Methods: Echocardiographic, genetic, serological and clinical data of 307 patients with MFS and 147 controls examined between 2016 und 2020 were retrospectively analyzed. Patients with MFS were further subdivided in those who had undergone aortic surgery prior to observation period (n = 96) and those who had not (n = 185). An ANCOVA was used to compare LA size between groups after correction for covariates. Additionally, LA size was analyzed in relation to E/e’, a surrogate parameter for LV enddiastolic filling pressure (LVEDP). NT-proBNP was used as a marker of LA secretory function. Results: Patients with MFS showed significant dilatation of the LA, even those with native aorta and when normal LVEDP (E/e’ ≤ 8) can be assumed. Besides diagnosis of MFS, significant predictors of LA size were age, body surface area, ejection fraction and E/e’. Furthermore, patients with MFS showed significantly increased levels of NT-proBNP compared to controls. Within Marfan-group, patients with a more severe FBN1 mutation (resulting in haploinsufficiency) had significantly higher levels of NT-proBNP than those with a dominant-negative mutation. Atrial fibrillation (AF) was seen more frequently in Marfan group (5,5 % vs. 2,7 %, p = 0,18).

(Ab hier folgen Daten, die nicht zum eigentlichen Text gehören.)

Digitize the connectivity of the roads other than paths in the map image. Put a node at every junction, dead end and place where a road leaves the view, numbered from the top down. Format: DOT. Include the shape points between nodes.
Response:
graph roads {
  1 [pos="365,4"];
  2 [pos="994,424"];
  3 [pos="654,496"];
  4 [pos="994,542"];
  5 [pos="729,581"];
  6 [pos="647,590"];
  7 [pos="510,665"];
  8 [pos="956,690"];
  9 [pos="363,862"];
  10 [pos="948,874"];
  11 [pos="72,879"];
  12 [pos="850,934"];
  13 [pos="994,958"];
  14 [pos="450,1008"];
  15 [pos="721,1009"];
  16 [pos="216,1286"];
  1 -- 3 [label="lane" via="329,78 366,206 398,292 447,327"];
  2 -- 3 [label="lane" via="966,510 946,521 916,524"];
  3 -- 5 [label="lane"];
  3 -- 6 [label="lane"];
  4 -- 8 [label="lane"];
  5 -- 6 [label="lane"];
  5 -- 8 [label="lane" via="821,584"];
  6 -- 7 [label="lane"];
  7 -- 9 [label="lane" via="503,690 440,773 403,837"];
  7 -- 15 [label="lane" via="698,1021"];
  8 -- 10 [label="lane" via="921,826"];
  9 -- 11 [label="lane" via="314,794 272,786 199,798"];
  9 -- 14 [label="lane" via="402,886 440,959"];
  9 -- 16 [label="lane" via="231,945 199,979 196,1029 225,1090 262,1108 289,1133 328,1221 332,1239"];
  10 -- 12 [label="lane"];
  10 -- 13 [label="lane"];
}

Conclusions: The presented results suggest a morphological and secretory dysfunction of the LA in patients with MFS. As the impairment of atrial function appeared even in patients without prior aortic operation and in conditions of normal LVEDP, it seems that these changes are due to an intrinsic atrial remodeling caused by the FBN1 mutation.